Reference is now made to FIG. 9A, FIG. 9B and FIG. 9C, which are graph charts demonstrating impact of design parameters on decoding performance of transformer neural network based decoders applied to decode quantum error correction codes, according to some embodiments of the present invention.

Graph charts 900 and 902 present the impact of the noise estimator gω on the performance of the QECCT decoder 104A implemented with an N=6, d=128 neural network architecture.

In particular, the graph charts 900 and 902 show comparison of the performance of the QECCT when using initial scaling (noise) estimate computed by the noise estimator gω and constant mapping with ones, using no gω, meaning gω:=1n. Moreover, the impact on performance is demonstrated for two neural network architectures implementing the noise estimator gω, one with a single hidden layer (Layers=1) and one with three hidden layers (layers=3).

As seen, the average testing LER of mid-level pooling is 5% lower than the initial embedding pooling. Evidently, the initial noise estimator gω is critical for performance. However, the network architecture is less impactful. Given more resources, additional architectures may be explored.

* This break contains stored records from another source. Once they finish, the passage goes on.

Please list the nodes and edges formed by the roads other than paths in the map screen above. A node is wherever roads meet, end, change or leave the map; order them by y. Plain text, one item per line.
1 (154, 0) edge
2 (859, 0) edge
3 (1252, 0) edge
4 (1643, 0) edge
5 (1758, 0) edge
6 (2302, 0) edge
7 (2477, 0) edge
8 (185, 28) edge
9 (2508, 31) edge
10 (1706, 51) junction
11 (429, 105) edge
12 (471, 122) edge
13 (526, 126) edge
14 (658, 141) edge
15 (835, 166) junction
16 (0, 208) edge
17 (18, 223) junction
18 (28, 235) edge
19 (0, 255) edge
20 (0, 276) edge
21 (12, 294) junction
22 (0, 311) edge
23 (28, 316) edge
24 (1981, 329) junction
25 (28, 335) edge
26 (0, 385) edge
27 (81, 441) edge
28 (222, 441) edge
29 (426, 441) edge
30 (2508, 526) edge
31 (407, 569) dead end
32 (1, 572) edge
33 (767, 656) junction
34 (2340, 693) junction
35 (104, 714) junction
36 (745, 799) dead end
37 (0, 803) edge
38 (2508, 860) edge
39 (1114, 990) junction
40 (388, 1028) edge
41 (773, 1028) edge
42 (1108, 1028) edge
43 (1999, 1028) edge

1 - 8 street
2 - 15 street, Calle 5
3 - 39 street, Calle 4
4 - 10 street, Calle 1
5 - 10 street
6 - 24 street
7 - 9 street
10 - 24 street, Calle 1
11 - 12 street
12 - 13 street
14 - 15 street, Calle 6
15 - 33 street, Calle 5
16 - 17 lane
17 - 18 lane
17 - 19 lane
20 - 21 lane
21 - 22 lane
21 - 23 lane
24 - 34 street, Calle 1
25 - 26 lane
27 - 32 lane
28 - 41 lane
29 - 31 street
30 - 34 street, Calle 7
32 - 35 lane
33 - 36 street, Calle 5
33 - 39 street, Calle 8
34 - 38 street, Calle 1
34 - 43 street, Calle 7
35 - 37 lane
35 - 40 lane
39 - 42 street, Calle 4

The Graph chart 902 may also demonstrate the impact of different pooling (averaging) scenarios. Pooling may be performed either after the initial embedding at the input layer 302 (designated Pooled Initial Emb. In the graph), in the middle of the neural network in the decoding layers 304 (designated Pooled Mid Emb. In the graph), or over the final embedding in the output layer 306 (designated Pooled Final Emb. In the graph). Evidently, performing pooling in the middle layer may significantly increase decoding performance while pooling the final embedding (similarly to voting) is not effective.

Graph charts 910 and 912 demonstrate the impact of the various loss functions (objectives) used in equation 11. In particular, graph chart 910 shows the impact of each of the loss functions BER, LER, and g by assigning them respective weights λBER, λLER, and λg in the overall loss function, while graph chart 920 depicts the impact of regularization on the training dynamics for a QECCT decoder 104A employing N=6, d=128 neural network architecture.

First, it may be observed that training the decoder 104A solely with the LER loss function (objective) may converge rapidly to a bad local minimum. This is illustrated in graph chart 912 where the gradient norm average is displayed over the network layers. Training with BER only produces far worse results than combining it with the LER loss function. For high SNR, a QECCT decoder trained with BER may yield a 27 times higher LER compared to the same QECCT decoder trained with the combined loss function. Moreover, optimizing with the noise estimator loss function (objective) g results, for high SNR, in a 46% improvement over not employing regularization.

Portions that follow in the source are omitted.